# Skin advice...



## essy (Oct 21, 2013)

I have oily/yet dry, sensitive skin... break out at times and would love some advice on products ! 

xx thanks xx


----------



## TiggyBlue (Jul 29, 2012)

My skin is like that, I use gentle foam based washes, gently exfoliate with a exfoliating brush a couple times a week and use bio oil or coconut oil as a moisturizer and it really helps keep everything at bay (I know it sounds mental to put oil onto oily skin. Also honey and tumeric face masks really help.


----------



## perfectstranger (Aug 14, 2010)

Mineral makeup helped me a lot with breakouts. My dermatologist said that the minerals form a barrier, which helps prevent further irritation?
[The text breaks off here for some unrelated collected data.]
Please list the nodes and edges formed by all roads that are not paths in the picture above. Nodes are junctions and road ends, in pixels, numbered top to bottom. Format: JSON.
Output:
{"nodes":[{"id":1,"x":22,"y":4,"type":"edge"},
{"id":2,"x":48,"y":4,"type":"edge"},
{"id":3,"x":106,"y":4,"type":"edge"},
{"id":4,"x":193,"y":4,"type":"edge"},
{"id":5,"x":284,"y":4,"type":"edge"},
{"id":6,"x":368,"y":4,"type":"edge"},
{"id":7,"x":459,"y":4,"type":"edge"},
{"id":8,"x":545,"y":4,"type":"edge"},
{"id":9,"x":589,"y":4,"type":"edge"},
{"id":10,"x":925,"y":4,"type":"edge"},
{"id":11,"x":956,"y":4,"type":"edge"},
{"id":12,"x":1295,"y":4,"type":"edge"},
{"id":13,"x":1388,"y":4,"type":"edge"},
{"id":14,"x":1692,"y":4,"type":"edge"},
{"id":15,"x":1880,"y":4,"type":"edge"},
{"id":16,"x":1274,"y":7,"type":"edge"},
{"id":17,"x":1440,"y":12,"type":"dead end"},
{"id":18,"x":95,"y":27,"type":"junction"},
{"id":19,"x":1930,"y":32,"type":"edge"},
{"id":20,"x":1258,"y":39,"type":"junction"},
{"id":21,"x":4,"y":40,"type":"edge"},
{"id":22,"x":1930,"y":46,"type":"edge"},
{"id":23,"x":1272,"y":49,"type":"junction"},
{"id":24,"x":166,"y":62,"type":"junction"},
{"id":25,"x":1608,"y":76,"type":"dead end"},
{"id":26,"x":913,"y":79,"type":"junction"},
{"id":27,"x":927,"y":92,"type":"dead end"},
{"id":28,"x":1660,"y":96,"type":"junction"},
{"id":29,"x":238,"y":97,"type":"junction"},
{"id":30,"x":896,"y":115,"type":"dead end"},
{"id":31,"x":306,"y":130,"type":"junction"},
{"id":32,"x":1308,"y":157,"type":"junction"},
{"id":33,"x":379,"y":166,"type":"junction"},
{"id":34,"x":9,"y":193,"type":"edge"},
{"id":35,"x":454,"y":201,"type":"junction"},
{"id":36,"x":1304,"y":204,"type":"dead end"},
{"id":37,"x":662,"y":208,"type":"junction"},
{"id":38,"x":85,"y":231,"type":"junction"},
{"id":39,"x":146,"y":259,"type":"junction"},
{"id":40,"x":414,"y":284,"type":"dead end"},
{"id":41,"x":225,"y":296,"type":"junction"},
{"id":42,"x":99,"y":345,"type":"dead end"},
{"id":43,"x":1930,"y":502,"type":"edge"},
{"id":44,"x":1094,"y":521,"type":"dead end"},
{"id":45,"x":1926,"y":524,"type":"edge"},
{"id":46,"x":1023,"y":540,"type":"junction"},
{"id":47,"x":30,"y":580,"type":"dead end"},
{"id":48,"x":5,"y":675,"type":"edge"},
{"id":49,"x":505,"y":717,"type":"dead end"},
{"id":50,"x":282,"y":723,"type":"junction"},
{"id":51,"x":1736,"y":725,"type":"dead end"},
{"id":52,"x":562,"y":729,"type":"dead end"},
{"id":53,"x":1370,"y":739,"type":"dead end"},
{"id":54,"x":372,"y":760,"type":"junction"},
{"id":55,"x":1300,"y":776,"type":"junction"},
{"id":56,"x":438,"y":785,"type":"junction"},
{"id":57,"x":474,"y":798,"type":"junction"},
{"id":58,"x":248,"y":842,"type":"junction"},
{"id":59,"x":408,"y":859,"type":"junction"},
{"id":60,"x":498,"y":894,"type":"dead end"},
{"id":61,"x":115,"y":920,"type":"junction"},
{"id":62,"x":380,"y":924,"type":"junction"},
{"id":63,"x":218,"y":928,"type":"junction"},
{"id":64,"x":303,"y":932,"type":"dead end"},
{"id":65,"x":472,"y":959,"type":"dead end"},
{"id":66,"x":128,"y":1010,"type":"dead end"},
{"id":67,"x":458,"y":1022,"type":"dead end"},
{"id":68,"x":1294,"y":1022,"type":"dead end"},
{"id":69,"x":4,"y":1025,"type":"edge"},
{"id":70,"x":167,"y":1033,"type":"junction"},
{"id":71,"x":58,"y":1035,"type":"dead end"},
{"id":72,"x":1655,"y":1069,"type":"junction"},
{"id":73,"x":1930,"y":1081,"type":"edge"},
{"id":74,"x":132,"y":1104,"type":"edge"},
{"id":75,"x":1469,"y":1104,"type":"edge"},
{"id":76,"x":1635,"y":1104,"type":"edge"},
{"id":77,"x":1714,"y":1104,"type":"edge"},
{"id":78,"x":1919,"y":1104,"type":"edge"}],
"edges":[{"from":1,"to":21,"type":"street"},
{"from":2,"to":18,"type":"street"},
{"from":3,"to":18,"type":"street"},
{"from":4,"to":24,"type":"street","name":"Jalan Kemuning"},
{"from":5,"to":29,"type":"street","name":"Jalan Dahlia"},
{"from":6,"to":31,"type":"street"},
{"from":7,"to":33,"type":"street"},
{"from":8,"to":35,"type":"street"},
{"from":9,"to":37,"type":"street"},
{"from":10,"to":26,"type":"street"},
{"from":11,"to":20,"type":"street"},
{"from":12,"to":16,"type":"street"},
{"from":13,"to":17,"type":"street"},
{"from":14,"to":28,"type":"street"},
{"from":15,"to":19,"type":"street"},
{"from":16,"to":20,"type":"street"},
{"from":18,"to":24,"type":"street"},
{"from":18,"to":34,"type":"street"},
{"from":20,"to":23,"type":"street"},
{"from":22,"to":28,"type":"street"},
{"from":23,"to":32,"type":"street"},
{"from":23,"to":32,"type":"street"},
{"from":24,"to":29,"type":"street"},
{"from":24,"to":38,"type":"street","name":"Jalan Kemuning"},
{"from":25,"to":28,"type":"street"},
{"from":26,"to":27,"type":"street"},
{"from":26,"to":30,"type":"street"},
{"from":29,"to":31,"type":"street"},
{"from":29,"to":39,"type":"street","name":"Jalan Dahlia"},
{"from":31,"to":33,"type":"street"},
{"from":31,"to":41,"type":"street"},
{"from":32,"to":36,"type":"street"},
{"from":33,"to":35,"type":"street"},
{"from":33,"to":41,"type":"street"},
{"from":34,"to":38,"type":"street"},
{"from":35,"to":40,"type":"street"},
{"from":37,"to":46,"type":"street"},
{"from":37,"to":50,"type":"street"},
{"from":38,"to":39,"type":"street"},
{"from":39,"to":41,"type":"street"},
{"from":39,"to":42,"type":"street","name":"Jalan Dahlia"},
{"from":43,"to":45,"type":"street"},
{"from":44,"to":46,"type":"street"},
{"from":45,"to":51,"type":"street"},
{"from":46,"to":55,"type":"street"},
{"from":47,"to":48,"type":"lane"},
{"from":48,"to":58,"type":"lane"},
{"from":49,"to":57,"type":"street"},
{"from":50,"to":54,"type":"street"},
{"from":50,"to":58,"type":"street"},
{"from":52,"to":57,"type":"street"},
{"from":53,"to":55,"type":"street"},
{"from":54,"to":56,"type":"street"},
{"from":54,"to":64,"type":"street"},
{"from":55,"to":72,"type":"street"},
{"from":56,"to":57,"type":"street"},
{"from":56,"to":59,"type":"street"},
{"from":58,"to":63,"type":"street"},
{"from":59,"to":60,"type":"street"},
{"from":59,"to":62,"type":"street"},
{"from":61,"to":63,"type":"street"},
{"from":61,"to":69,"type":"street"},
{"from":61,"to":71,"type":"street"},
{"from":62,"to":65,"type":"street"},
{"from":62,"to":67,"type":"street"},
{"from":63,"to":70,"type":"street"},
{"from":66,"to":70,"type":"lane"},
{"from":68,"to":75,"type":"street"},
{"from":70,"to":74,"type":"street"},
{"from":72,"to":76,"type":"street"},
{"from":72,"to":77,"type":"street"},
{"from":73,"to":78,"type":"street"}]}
I was happy with the bare Minerals line. About two years ago I switched to Jane Iredale foundation. It's a little more expensive, but lasts forever, the coverage is better, and the dermatologist recommends it as having less filler. I still mix with other bare Minerals products.

With both foundations, I have gotten very specific compliments on how nice my skin is. My skin is NOT nice. I always feel a little relieved (no one else can see??!!) and a little guilty. If it's a woman offering the compliment, I usually tell her it's just the makeup.
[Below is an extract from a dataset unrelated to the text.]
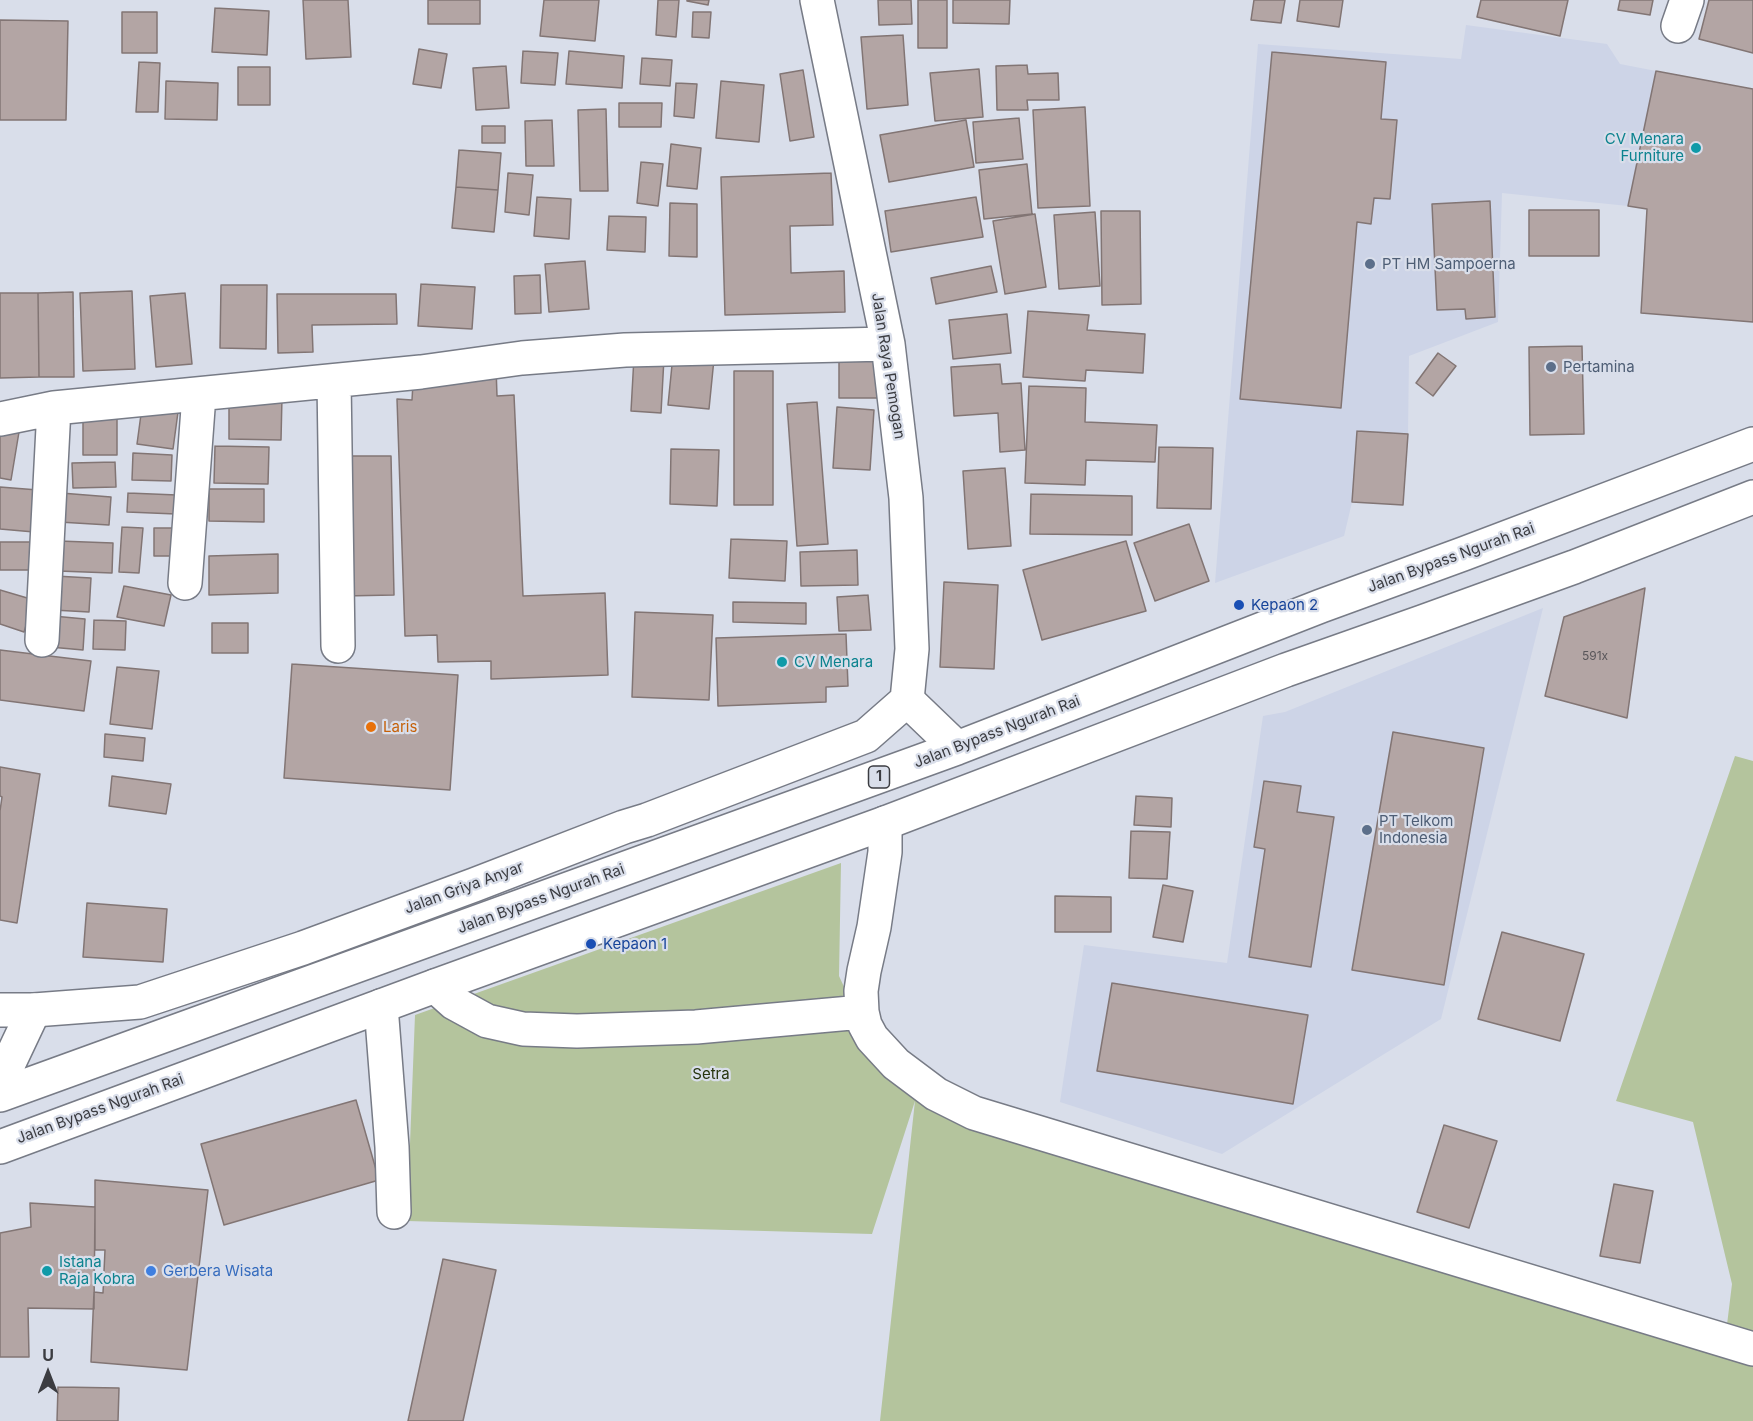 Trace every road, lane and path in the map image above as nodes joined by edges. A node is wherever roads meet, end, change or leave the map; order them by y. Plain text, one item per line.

ETA: Cetaphil and witch hazel helped, too. Cetaphil is actually too mild to be really cleansing and witch hazel is a little too harsh for a regular toner, but the combination seemed to balance out for me. Derm did not agree with my logic and recommended products (mostly Phytomer, I think) that cost way more than I was able to spend.


----------



## essy (Oct 21, 2013)

Thank you both


----------



## I'mInLoveWithMyHubby (Nov 7, 2011)

I use almost all natural products. For dry skin Shea butter works best for me. I don't use anything, but hot water on my face. I'm allergic to many/almost all lotions and manmade products with chemicals in them. There are very few things that I do use that are non organic. I break out less eating right and using organic/natural products(100% natural). 
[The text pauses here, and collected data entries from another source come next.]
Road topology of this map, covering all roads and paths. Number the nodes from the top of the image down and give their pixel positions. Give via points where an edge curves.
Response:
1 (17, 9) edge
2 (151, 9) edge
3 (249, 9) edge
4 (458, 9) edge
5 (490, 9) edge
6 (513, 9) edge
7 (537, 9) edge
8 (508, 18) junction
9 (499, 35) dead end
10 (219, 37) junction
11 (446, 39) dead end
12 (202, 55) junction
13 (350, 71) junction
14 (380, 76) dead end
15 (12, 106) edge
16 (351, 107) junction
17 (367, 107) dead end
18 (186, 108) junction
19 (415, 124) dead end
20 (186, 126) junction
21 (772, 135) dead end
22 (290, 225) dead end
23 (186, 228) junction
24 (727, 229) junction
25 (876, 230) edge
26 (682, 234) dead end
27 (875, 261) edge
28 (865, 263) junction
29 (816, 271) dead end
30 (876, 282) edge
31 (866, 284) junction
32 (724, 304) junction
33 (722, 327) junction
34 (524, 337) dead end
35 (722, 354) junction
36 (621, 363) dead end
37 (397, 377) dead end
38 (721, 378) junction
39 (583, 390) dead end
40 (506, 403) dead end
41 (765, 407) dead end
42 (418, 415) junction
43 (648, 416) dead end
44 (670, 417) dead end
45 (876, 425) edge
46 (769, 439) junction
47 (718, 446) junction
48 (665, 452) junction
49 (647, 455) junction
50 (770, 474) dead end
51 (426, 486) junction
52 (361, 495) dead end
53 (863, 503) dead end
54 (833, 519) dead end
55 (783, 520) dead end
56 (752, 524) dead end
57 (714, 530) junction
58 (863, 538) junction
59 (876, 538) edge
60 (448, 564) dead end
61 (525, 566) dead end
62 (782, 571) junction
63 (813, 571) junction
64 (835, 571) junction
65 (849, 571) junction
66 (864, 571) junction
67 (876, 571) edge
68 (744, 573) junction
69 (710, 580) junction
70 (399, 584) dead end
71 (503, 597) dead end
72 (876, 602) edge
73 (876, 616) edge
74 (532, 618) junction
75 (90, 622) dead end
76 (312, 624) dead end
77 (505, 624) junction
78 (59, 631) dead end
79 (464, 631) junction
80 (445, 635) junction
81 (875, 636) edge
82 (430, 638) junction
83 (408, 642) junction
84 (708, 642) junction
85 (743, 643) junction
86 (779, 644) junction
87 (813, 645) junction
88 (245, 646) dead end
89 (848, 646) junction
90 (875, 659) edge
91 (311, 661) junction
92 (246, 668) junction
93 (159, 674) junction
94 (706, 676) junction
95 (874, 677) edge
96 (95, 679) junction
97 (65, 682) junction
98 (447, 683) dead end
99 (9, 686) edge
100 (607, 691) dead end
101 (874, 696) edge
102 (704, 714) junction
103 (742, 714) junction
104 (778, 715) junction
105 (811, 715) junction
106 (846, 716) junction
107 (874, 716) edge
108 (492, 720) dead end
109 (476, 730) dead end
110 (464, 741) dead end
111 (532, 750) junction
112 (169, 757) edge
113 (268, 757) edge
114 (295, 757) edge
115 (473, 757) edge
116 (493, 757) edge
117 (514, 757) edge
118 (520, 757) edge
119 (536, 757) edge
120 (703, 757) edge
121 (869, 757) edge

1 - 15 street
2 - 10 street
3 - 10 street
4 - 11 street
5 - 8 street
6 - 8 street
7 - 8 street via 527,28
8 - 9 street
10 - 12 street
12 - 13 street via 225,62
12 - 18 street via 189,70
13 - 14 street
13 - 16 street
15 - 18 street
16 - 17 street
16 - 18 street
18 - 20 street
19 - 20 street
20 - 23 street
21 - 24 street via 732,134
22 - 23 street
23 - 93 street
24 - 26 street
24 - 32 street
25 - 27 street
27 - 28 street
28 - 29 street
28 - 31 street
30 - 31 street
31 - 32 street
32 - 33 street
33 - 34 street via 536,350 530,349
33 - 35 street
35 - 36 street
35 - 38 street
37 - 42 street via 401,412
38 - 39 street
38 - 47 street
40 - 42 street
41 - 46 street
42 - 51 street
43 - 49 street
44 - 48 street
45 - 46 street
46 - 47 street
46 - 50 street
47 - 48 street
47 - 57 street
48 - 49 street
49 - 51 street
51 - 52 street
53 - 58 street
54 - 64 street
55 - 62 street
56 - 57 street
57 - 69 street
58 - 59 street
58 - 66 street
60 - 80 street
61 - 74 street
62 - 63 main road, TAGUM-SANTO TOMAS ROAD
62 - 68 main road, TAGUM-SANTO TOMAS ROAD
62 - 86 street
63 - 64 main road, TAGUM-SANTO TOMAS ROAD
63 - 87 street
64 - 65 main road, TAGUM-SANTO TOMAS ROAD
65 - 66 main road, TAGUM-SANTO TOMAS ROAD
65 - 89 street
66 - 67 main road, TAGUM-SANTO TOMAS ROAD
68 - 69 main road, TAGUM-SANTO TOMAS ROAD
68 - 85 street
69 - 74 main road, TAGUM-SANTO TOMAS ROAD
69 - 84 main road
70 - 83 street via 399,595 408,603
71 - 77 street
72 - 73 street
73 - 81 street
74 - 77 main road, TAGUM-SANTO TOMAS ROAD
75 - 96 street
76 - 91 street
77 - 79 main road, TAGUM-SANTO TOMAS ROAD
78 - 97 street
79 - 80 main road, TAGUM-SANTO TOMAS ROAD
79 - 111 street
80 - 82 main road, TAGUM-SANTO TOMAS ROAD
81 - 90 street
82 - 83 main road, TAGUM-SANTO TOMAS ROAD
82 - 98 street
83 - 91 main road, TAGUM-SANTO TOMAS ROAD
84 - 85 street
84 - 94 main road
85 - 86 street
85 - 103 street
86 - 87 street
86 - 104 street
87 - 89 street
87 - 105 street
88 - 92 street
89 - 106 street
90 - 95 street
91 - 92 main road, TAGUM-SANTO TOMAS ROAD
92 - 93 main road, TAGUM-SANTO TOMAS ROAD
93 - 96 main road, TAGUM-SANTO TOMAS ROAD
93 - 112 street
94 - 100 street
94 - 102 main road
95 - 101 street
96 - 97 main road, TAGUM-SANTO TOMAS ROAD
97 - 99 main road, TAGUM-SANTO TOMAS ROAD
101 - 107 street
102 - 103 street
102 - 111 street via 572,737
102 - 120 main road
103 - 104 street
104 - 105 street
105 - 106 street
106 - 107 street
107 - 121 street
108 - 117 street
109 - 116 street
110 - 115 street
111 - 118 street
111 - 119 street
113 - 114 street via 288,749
Also, when I eat all non all non processed foods and used all organic products, which mostly I made myself since I do not trust store products even if they say all natural or organic. Many times there are non organic ingredients listed on the label. I found recipes online in various places for my organic products right down to my own toothpaste and deodorant. I felt great too.

I don't wear makeup either. I've broken out in the past from it also with an allergic reaction.

Good luck and I hope you find what works best for you. I've had oily skin all my life. Just recently it's gotten better. I really don't know if it's due to age/hormones or going all natural and organic.


----------



## Devotee (Sep 22, 2013)

My SIL has the same type of skin- oily patches, dry patches and breaks out still at times in her mid thirties. She swears by coconut oil. You can use it on your hair too. It has a million other uses a well.


----------



## LVF (May 5, 2013)

Judging by your description, my skins is like yours. I like Khiel's Ultra Facial to wash my face. Then Lancome Bienfait Multi-vital night, Clarins Multi Active, or Juvena of Switzerland as day and night cream. I don't know if you have Juvena in the USA, but the other too you have at Sephora for sure. They hydrate a lot, specially in the winter, and never caused breakouts. 
I also like Clinique's dramatically different gel and the 3 steps toner for some areas (not the whole face).


----------



## yours4ever (Mar 14, 2013)

I drink plenty of water, make sure I sheet everyday, eat as much veggies as I can.

Products are made in a way so you will continue to use them. It makes you feel good short term, and you are tricked to think you need them long term.... Try stopping any facial products (I did) and focus on internal healing.. From inside --out.
_Posted via Mobile Device_


----------



## TikiKeen (Oct 14, 2013)

I use Yardley's lavender bar soap for my face, campho-phenique as a spot zit treatment (it reminds me of the Windex scene from Big Fat Greek Wedding), and Oil of Olay sensitive skin moisturizer. it's the only facial sunscreen-containing thing that didn't give me a rash.

Next week I plan on trying tomato/cucumber as a toner, but I'm debating it still.

And yes, WATER! Lots of it. My body hates fried foods, and loves non-sulfa vegetables, so I eat a ton of spinach. It might not make my skin better, but it does taste good with raspberry vinaigrette...


----------



## yeah_right (Oct 23, 2013)

I'm in my mid-40's and live in a Southern, humid state. My skin is oily and dehydrated. What I have found to work is Asian skin products. I had been googling skin care and learned that Asian women spend 70% of their beauty money on skin care while American women only spend 30%. I figured that since Asian women often have fantastic skin as they get older, I'd give it a try. So I have tried products by Aquamoist, Hadalabo and Lioele with great success. I also use a BB cream with sunscreen on weekdays and reapply sunscreen when I go outside. I save my heavy makeup like Estee Lauder or MAC for weekends. I also drink a ton of water, take my vitamins and don't smoke or drink. My skin has improved 100%. No more breakouts and flaky skin. I do not have any wrinkles...yet. But whatever you ladies do, please slather on that sunscreen!!!!


----------



## EnjoliWoman (Jul 2, 2012)

I have rosacea and oily skin even though I'm 45. I use Mary Kay Timewise facial cleanser and noncomedogenic moisturizer for oil/combination skin. It doesn't over dry but does cut the oil and is very gentle. The moisturizer is light and not oily and very mild. Works for me. No wrinkles yet.

My dermatologist also suggested Physician's Formula mineral makeup and that's what I use.


----------



## Yolandi (Oct 27, 2013)

I'm in with the coconut oil love as well. I have extremely sensitive skin, and coconut oil does wonders for my skin. Make sure you use the unrefined oil. What you get in the grocery aisle is not what you want on your face.


----------



## LadyDee (Oct 1, 2013)

I use Mary Kay Velocity cleanser and lotion, I also have rosacea and oily skin only in the T-zone but dry everywhere else and this product does help, especially for those occasional breakouts in the t-zone.


----------